Given data —
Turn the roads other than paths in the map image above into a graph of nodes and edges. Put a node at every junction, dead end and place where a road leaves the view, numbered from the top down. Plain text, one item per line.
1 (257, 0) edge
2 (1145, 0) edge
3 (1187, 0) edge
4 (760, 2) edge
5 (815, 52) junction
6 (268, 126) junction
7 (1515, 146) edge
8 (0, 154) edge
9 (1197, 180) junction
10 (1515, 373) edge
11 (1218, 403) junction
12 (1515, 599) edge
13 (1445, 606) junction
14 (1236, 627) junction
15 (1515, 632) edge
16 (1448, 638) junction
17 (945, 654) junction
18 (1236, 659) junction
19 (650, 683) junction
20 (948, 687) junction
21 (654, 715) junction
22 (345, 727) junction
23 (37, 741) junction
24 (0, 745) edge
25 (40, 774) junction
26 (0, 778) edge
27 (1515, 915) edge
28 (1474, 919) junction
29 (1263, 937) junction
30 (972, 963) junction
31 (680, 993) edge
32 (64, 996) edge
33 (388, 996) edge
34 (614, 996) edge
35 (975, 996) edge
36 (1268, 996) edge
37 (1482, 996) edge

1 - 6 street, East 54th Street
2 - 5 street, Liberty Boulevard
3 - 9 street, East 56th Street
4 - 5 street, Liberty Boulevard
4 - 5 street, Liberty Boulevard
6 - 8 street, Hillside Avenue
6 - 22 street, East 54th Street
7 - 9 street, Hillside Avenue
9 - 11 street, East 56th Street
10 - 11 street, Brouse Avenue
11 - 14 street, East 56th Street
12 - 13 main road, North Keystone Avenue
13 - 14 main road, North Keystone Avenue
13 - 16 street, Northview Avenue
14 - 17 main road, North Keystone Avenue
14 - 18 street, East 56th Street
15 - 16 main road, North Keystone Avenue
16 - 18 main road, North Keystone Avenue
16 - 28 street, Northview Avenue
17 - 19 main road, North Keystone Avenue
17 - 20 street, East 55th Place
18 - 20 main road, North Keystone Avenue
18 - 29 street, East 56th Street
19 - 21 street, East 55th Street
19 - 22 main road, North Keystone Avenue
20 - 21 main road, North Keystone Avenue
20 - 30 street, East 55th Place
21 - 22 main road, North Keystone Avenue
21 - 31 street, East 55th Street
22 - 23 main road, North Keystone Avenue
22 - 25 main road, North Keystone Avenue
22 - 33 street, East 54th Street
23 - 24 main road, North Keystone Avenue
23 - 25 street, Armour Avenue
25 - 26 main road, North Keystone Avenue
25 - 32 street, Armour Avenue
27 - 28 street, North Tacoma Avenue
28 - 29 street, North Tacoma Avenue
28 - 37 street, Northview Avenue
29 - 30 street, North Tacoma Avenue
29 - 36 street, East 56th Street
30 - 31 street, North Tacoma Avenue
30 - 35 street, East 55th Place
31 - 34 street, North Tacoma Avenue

Brief — Restate every record above, exactly, in full.

Task response —
Turn the roads other than paths in the map image above into a graph of nodes and edges. Put a node at every junction, dead end and place where a road leaves the view, numbered from the top down. Plain text, one item per line.
1 (257, 0) edge
2 (1145, 0) edge
3 (1187, 0) edge
4 (760, 2) edge
5 (815, 52) junction
6 (268, 126) junction
7 (1515, 146) edge
8 (0, 154) edge
9 (1197, 180) junction
10 (1515, 373) edge
11 (1218, 403) junction
12 (1515, 599) edge
13 (1445, 606) junction
14 (1236, 627) junction
15 (1515, 632) edge
16 (1448, 638) junction
17 (945, 654) junction
18 (1236, 659) junction
19 (650, 683) junction
20 (948, 687) junction
21 (654, 715) junction
22 (345, 727) junction
23 (37, 741) junction
24 (0, 745) edge
25 (40, 774) junction
26 (0, 778) edge
27 (1515, 915) edge
28 (1474, 919) junction
29 (1263, 937) junction
30 (972, 963) junction
31 (680, 993) edge
32 (64, 996) edge
33 (388, 996) edge
34 (614, 996) edge
35 (975, 996) edge
36 (1268, 996) edge
37 (1482, 996) edge

1 - 6 street, East 54th Street
2 - 5 street, Liberty Boulevard
3 - 9 street, East 56th Street
4 - 5 street, Liberty Boulevard
4 - 5 street, Liberty Boulevard
6 - 8 street, Hillside Avenue
6 - 22 street, East 54th Street
7 - 9 street, Hillside Avenue
9 - 11 street, East 56th Street
10 - 11 street, Brouse Avenue
11 - 14 street, East 56th Street
12 - 13 main road, North Keystone Avenue
13 - 14 main road, North Keystone Avenue
13 - 16 street, Northview Avenue
14 - 17 main road, North Keystone Avenue
14 - 18 street, East 56th Street
15 - 16 main road, North Keystone Avenue
16 - 18 main road, North Keystone Avenue
16 - 28 street, Northview Avenue
17 - 19 main road, North Keystone Avenue
17 - 20 street, East 55th Place
18 - 20 main road, North Keystone Avenue
18 - 29 street, East 56th Street
19 - 21 street, East 55th Street
19 - 22 main road, North Keystone Avenue
20 - 21 main road, North Keystone Avenue
20 - 30 street, East 55th Place
21 - 22 main road, North Keystone Avenue
21 - 31 street, East 55th Street
22 - 23 main road, North Keystone Avenue
22 - 25 main road, North Keystone Avenue
22 - 33 street, East 54th Street
23 - 24 main road, North Keystone Avenue
23 - 25 street, Armour Avenue
25 - 26 main road, North Keystone Avenue
25 - 32 street, Armour Avenue
27 - 28 street, North Tacoma Avenue
28 - 29 street, North Tacoma Avenue
28 - 37 street, Northview Avenue
29 - 30 street, North Tacoma Avenue
29 - 36 street, East 56th Street
30 - 31 street, North Tacoma Avenue
30 - 35 street, East 55th Place
31 - 34 street, North Tacoma Avenue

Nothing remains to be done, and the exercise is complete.